[What needs to be done] The lines from the start of the data up to and including the one with "flex:none; width:33px; height:33px;" should be returned exactly, and nothing else.

[Extracted data]
☆ ☆ ☆ ☆

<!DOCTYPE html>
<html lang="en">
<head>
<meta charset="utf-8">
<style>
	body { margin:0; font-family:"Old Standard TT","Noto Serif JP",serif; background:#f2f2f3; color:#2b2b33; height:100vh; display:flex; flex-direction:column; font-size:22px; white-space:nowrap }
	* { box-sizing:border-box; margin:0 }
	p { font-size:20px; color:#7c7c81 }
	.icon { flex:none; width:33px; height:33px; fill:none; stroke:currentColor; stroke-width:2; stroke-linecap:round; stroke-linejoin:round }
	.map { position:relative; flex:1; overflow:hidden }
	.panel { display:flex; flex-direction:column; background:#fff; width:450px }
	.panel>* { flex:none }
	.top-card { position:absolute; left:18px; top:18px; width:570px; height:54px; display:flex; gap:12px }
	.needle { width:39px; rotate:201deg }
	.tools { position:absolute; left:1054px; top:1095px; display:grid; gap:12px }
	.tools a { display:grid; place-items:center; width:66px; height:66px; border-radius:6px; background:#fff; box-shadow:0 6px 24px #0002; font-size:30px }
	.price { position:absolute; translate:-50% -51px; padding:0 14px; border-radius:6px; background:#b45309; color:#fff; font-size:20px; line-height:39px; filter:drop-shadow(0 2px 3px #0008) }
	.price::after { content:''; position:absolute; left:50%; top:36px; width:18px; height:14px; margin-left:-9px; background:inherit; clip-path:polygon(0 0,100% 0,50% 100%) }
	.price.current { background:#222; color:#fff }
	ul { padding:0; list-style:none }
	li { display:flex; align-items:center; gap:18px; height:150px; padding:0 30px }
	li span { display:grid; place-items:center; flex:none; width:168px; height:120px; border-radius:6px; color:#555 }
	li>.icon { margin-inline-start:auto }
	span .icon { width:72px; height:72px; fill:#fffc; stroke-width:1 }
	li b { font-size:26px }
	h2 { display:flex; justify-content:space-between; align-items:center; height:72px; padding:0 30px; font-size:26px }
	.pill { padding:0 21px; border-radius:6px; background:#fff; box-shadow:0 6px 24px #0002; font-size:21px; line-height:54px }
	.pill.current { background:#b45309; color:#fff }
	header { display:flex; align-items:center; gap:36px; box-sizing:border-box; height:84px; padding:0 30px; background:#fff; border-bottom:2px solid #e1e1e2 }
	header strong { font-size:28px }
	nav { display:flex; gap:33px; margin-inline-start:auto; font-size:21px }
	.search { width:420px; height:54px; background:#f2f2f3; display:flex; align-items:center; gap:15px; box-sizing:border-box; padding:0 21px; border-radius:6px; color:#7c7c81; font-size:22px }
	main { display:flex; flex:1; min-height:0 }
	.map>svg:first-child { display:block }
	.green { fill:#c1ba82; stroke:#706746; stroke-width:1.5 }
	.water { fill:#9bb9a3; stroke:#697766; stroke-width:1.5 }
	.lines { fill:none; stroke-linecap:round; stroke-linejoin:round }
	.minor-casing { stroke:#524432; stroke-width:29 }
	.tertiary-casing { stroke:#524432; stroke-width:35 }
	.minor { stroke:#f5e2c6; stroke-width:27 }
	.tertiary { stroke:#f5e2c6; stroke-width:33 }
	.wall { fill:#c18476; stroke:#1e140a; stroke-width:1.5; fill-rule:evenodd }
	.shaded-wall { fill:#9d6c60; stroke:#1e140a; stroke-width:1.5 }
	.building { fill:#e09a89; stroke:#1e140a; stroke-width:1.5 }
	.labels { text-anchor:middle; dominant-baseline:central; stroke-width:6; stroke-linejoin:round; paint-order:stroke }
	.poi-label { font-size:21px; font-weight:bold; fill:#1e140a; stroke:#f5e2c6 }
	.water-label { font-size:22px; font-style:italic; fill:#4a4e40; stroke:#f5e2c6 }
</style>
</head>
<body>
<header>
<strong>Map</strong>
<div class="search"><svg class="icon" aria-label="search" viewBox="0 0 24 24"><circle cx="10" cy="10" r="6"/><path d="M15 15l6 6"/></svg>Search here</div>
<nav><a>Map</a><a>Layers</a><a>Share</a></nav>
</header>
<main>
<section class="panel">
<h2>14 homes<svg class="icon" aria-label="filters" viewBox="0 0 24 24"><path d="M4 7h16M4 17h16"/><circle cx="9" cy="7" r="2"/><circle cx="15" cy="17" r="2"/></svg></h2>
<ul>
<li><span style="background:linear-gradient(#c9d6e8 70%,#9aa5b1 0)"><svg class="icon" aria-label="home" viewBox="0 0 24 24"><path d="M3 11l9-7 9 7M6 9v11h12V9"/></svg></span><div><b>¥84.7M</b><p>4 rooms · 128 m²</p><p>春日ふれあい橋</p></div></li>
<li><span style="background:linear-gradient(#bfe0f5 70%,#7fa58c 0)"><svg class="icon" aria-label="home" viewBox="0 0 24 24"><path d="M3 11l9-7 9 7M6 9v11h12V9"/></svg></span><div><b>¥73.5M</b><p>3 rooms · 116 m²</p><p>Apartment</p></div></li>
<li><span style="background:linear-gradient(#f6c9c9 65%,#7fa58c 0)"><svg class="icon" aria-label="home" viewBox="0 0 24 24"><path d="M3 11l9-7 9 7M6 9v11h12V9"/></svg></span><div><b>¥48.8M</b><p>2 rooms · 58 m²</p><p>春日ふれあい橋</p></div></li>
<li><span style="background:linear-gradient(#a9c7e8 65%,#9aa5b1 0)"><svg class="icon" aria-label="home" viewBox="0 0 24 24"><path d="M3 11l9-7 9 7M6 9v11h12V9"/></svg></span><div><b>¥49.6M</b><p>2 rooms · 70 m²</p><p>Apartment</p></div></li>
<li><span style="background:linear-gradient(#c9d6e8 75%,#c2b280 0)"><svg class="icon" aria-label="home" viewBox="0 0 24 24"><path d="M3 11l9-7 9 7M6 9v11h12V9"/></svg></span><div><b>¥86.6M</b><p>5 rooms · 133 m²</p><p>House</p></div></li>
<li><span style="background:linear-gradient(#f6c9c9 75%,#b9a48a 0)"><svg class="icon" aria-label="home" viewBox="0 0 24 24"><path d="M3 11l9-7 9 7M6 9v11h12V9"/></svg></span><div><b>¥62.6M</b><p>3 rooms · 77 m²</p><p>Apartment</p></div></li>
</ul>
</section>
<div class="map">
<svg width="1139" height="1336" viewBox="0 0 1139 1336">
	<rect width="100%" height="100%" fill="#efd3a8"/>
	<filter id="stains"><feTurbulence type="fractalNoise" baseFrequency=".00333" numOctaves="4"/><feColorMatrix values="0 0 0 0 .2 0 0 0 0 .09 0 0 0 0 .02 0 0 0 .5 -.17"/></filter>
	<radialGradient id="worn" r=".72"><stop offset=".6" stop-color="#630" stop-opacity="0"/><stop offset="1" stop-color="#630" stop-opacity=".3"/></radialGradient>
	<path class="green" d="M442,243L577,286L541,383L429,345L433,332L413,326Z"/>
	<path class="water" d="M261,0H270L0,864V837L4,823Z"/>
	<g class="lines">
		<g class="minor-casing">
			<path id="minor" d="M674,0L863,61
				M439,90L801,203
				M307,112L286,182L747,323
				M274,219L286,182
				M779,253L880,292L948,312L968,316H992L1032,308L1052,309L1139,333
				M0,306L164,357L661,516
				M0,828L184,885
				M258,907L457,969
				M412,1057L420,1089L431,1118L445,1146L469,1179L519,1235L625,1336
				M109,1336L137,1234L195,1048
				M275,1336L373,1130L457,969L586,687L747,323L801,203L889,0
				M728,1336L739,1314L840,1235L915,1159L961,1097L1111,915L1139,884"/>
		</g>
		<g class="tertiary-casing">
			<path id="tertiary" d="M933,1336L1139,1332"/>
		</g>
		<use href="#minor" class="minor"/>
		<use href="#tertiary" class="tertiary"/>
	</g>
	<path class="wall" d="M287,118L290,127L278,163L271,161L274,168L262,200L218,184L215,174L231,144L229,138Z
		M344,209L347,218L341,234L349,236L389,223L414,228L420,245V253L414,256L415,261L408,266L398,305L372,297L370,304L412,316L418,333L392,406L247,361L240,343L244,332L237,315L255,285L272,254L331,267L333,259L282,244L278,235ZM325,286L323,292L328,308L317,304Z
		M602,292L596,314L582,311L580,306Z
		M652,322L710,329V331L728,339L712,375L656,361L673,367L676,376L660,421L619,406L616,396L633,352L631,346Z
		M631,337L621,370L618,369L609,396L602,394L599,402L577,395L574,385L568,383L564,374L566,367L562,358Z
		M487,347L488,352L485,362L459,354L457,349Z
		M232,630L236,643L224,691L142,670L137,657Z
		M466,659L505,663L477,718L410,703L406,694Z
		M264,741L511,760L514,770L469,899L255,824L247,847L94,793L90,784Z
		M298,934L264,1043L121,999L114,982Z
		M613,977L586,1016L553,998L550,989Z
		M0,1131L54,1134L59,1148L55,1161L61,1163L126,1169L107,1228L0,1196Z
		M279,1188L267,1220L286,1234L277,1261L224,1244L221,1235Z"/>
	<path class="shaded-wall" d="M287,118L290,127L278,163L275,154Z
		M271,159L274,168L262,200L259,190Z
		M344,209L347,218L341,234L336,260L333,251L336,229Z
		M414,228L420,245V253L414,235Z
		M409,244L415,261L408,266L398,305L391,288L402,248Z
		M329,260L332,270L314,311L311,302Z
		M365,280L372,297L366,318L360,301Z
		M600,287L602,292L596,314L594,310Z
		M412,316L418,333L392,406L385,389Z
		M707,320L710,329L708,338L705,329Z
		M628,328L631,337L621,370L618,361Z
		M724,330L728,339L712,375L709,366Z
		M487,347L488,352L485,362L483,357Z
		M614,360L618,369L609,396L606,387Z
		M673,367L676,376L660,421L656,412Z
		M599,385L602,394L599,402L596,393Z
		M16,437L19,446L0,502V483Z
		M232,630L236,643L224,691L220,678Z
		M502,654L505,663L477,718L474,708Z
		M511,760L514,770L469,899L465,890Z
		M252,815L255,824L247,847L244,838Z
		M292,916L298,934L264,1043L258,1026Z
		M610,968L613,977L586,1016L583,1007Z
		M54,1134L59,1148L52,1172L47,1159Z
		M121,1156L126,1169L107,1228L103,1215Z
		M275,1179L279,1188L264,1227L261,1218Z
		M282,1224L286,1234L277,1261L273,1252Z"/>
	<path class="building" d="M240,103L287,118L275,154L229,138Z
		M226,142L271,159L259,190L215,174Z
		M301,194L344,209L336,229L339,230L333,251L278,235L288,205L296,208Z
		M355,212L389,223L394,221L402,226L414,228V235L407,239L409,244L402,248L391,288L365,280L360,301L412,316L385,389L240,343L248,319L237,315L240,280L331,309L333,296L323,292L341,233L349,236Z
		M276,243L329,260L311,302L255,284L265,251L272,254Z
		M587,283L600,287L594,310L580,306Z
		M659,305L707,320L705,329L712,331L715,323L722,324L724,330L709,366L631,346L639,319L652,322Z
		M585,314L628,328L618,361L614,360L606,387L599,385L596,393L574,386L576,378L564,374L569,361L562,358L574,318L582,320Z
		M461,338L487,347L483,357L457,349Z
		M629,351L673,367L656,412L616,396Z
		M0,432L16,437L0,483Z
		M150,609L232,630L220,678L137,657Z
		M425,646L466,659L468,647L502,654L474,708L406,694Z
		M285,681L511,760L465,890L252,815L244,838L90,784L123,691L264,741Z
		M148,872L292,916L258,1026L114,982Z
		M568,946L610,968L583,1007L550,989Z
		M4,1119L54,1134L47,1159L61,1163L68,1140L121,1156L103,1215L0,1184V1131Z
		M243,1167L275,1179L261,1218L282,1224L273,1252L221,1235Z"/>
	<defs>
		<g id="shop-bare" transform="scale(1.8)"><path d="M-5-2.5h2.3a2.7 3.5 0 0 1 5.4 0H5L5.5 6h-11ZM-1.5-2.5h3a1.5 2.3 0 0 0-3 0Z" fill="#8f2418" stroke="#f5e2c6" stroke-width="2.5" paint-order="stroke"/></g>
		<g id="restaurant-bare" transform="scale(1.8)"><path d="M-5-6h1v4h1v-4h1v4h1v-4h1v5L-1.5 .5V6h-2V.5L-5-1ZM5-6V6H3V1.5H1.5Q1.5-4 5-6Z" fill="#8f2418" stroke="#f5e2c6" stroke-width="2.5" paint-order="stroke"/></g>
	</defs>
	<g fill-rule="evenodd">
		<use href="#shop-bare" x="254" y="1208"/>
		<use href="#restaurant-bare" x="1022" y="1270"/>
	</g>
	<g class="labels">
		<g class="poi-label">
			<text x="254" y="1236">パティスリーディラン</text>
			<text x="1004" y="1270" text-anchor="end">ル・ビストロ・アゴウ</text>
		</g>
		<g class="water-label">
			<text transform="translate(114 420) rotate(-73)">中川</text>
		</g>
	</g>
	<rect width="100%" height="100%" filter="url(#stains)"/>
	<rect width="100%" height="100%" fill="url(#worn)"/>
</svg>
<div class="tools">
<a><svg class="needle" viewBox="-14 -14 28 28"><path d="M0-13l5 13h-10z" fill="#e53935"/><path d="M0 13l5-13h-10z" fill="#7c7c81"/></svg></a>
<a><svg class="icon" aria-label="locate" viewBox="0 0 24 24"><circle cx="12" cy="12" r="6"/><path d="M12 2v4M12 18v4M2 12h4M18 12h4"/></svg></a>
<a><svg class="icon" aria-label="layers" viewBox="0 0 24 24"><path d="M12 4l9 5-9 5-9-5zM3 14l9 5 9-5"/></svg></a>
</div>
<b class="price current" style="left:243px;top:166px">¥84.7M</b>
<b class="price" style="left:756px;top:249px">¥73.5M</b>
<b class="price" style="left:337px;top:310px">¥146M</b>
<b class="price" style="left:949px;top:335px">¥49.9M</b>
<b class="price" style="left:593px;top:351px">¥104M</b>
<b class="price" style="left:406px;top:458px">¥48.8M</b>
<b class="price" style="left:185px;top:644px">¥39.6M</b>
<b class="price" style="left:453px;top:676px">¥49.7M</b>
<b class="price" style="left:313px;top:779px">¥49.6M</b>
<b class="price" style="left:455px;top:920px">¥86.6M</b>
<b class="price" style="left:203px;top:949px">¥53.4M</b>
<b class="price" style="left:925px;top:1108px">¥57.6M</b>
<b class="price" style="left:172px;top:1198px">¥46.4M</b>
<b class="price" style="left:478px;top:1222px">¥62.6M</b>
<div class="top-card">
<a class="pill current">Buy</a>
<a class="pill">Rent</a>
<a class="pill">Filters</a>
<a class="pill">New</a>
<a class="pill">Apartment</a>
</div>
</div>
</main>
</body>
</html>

☆ ☆ ☆ ☆

[Exercise solution]
<!DOCTYPE html>
<html lang="en">
<head>
<meta charset="utf-8">
<style>
	body { margin:0; font-family:"Old Standard TT","Noto Serif JP",serif; background:#f2f2f3; color:#2b2b33; height:100vh; display:flex; flex-direction:column; font-size:22px; white-space:nowrap }
	* { box-sizing:border-box; margin:0 }
	p { font-size:20px; color:#7c7c81 }
	.icon { flex:none; width:33px; height:33px; fill:none; stroke:currentColor; stroke-width:2; stroke-linecap:round; stroke-linejoin:round }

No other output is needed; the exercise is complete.